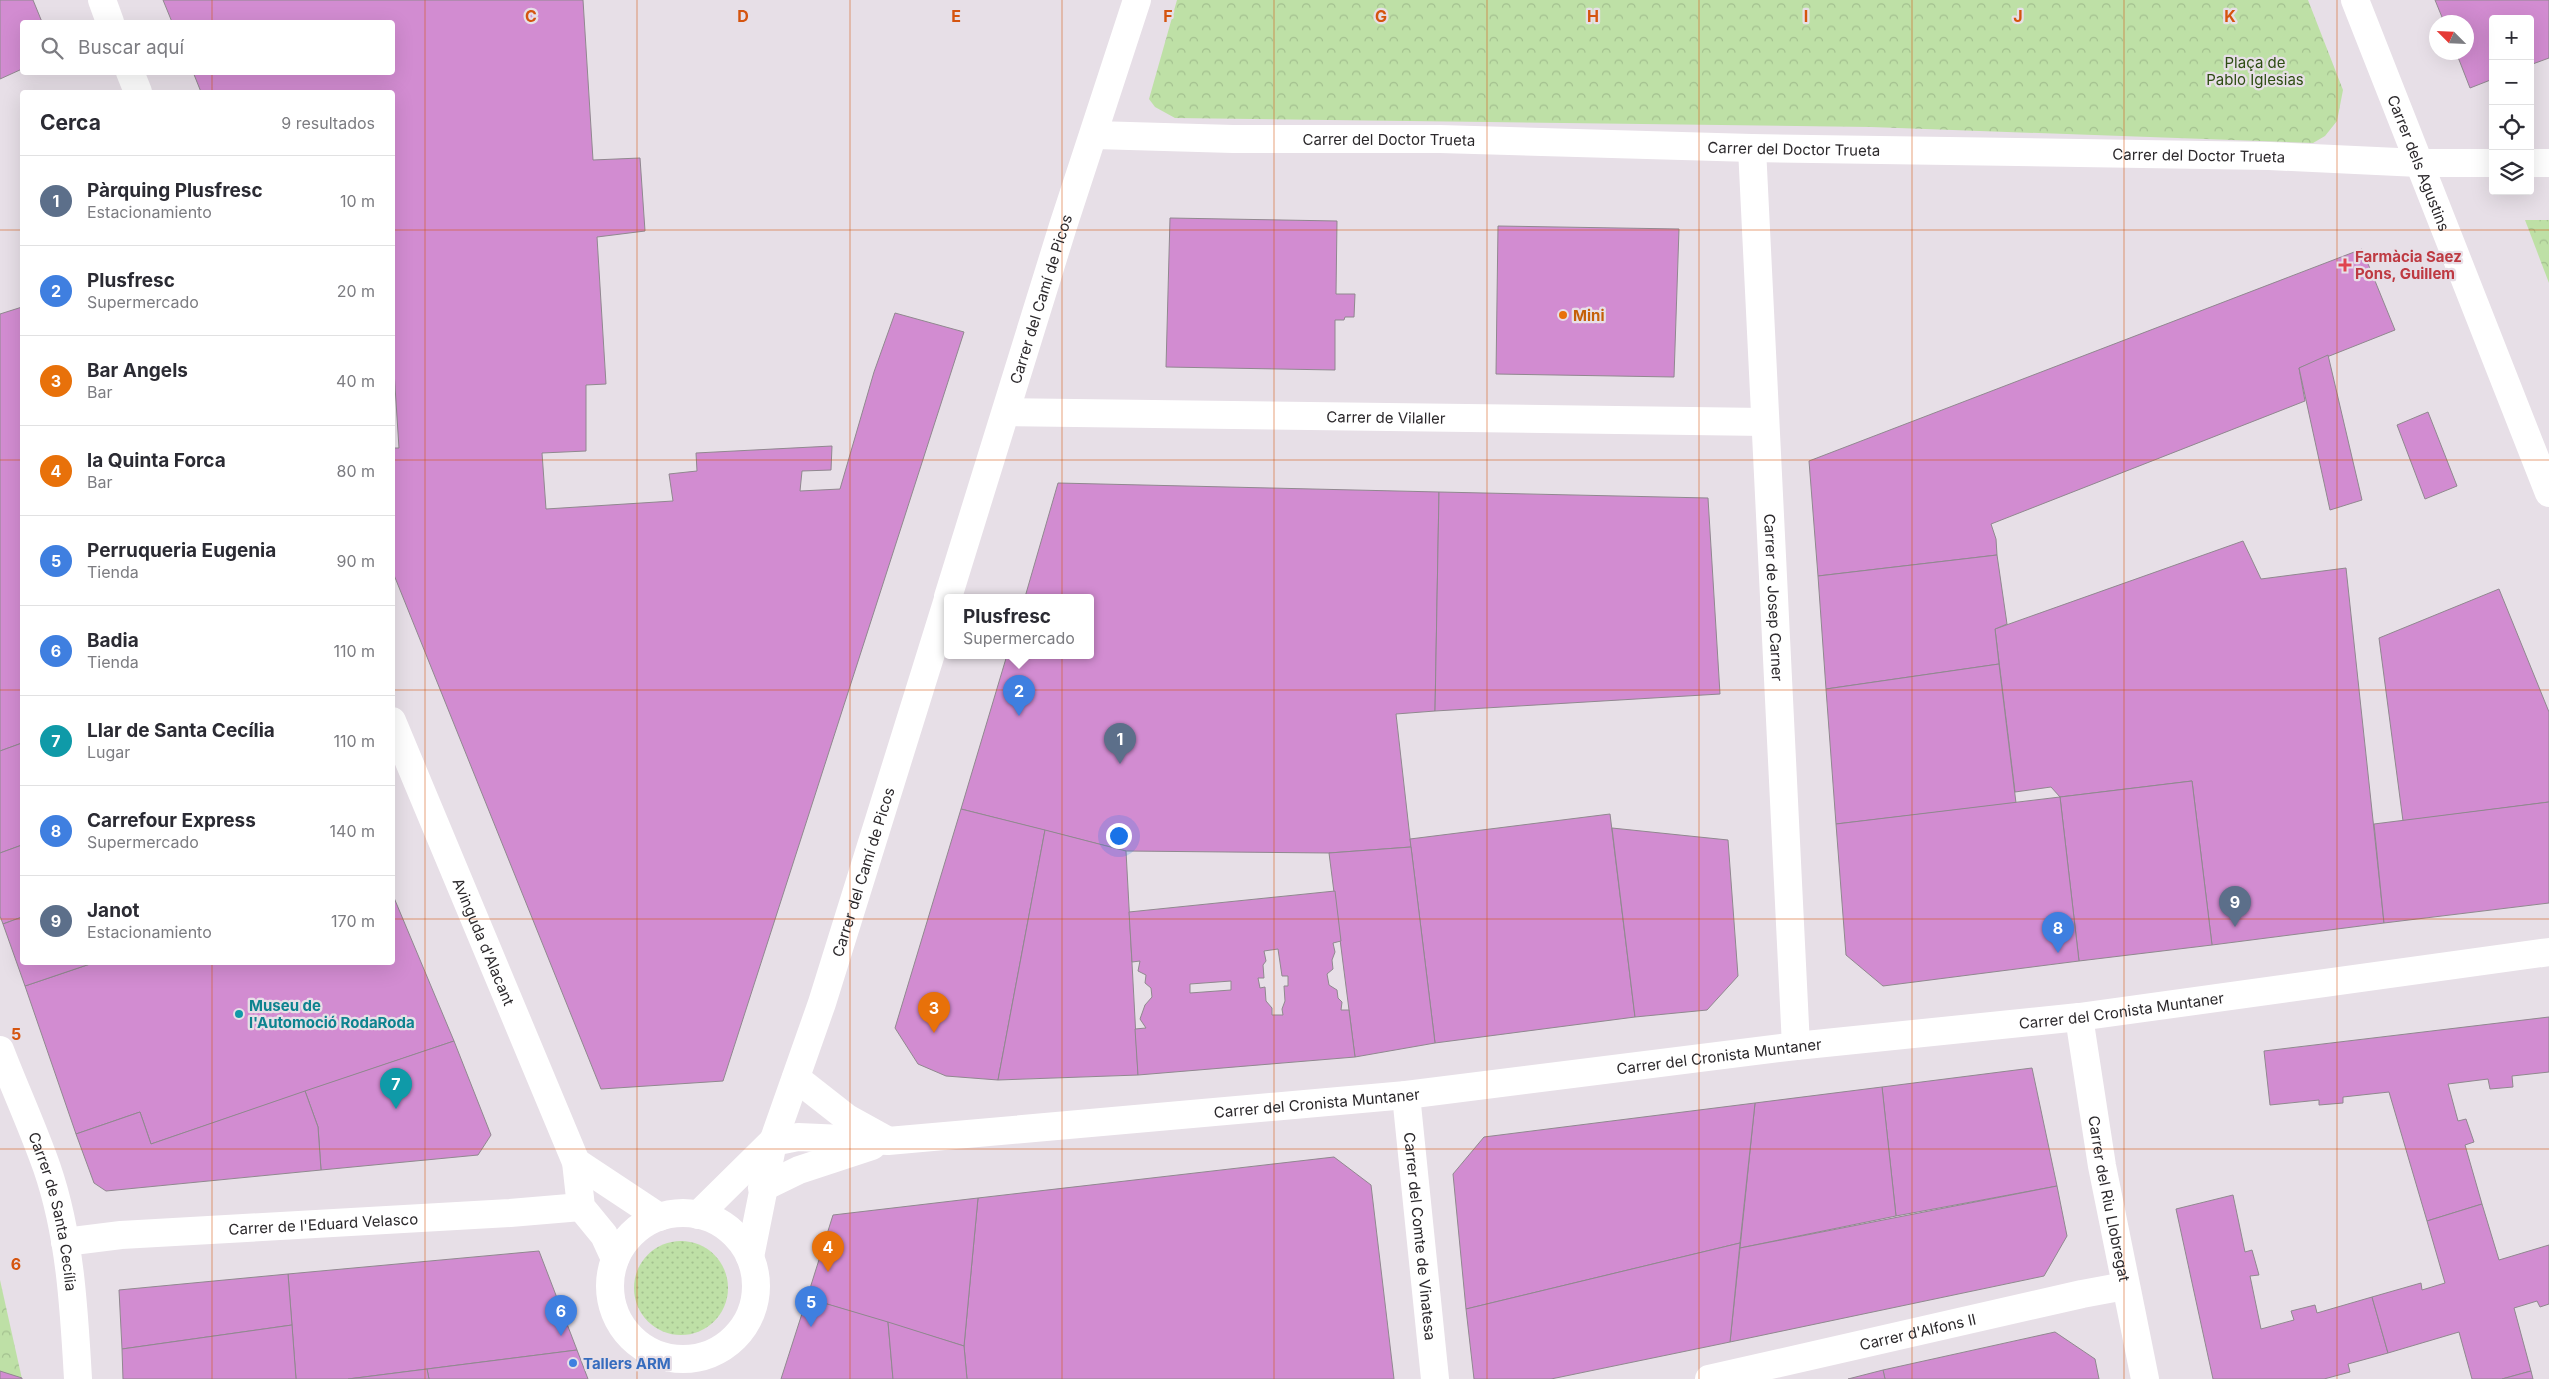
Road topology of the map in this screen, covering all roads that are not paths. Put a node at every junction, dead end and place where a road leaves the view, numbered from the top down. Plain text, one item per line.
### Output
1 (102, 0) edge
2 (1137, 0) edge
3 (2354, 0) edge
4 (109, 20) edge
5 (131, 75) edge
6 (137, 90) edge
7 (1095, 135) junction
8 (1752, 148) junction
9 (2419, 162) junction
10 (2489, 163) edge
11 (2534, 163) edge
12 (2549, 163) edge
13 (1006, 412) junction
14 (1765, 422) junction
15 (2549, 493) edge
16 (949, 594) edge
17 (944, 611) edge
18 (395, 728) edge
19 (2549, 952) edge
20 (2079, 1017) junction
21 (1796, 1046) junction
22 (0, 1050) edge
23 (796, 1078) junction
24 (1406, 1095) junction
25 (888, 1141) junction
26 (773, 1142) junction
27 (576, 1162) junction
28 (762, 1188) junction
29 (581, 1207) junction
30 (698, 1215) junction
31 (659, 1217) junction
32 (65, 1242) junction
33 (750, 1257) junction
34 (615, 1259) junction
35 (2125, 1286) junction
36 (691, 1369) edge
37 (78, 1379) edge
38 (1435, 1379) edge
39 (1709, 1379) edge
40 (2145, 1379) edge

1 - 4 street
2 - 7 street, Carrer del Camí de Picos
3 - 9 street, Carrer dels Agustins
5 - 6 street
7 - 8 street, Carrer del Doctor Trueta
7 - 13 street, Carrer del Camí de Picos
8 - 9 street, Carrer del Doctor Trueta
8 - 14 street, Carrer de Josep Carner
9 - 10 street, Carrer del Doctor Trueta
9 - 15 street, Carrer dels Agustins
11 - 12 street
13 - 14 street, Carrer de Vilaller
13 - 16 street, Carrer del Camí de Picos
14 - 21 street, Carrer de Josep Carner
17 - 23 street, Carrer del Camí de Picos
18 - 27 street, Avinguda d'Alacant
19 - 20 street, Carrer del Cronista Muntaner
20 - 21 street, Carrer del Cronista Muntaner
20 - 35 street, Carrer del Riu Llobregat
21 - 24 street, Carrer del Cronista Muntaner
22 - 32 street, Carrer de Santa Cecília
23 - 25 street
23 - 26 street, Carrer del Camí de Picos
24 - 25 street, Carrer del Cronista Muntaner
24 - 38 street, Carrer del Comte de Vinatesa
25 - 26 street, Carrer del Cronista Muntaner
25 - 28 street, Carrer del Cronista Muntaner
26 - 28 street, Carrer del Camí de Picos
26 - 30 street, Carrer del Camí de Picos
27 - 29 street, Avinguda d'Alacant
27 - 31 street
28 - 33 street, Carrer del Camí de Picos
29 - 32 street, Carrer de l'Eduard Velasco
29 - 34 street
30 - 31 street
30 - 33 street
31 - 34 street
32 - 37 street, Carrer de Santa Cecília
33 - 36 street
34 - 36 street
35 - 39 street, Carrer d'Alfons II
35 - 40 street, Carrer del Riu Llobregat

**Work instruction:**
Retype each line above exactly. Leave the images out.

**Answer box:**
Road topology of the map in this screen, covering all roads that are not paths. Put a node at every junction, dead end and place where a road leaves the view, numbered from the top down. Plain text, one item per line.
### Output
1 (102, 0) edge
2 (1137, 0) edge
3 (2354, 0) edge
4 (109, 20) edge
5 (131, 75) edge
6 (137, 90) edge
7 (1095, 135) junction
8 (1752, 148) junction
9 (2419, 162) junction
10 (2489, 163) edge
11 (2534, 163) edge
12 (2549, 163) edge
13 (1006, 412) junction
14 (1765, 422) junction
15 (2549, 493) edge
16 (949, 594) edge
17 (944, 611) edge
18 (395, 728) edge
19 (2549, 952) edge
20 (2079, 1017) junction
21 (1796, 1046) junction
22 (0, 1050) edge
23 (796, 1078) junction
24 (1406, 1095) junction
25 (888, 1141) junction
26 (773, 1142) junction
27 (576, 1162) junction
28 (762, 1188) junction
29 (581, 1207) junction
30 (698, 1215) junction
31 (659, 1217) junction
32 (65, 1242) junction
33 (750, 1257) junction
34 (615, 1259) junction
35 (2125, 1286) junction
36 (691, 1369) edge
37 (78, 1379) edge
38 (1435, 1379) edge
39 (1709, 1379) edge
40 (2145, 1379) edge

1 - 4 street
2 - 7 street, Carrer del Camí de Picos
3 - 9 street, Carrer dels Agustins
5 - 6 street
7 - 8 street, Carrer del Doctor Trueta
7 - 13 street, Carrer del Camí de Picos
8 - 9 street, Carrer del Doctor Trueta
8 - 14 street, Carrer de Josep Carner
9 - 10 street, Carrer del Doctor Trueta
9 - 15 street, Carrer dels Agustins
11 - 12 street
13 - 14 street, Carrer de Vilaller
13 - 16 street, Carrer del Camí de Picos
14 - 21 street, Carrer de Josep Carner
17 - 23 street, Carrer del Camí de Picos
18 - 27 street, Avinguda d'Alacant
19 - 20 street, Carrer del Cronista Muntaner
20 - 21 street, Carrer del Cronista Muntaner
20 - 35 street, Carrer del Riu Llobregat
21 - 24 street, Carrer del Cronista Muntaner
22 - 32 street, Carrer de Santa Cecília
23 - 25 street
23 - 26 street, Carrer del Camí de Picos
24 - 25 street, Carrer del Cronista Muntaner
24 - 38 street, Carrer del Comte de Vinatesa
25 - 26 street, Carrer del Cronista Muntaner
25 - 28 street, Carrer del Cronista Muntaner
26 - 28 street, Carrer del Camí de Picos
26 - 30 street, Carrer del Camí de Picos
27 - 29 street, Avinguda d'Alacant
27 - 31 street
28 - 33 street, Carrer del Camí de Picos
29 - 32 street, Carrer de l'Eduard Velasco
29 - 34 street
30 - 31 street
30 - 33 street
31 - 34 street
32 - 37 street, Carrer de Santa Cecília
33 - 36 street
34 - 36 street
35 - 39 street, Carrer d'Alfons II
35 - 40 street, Carrer del Riu Llobregat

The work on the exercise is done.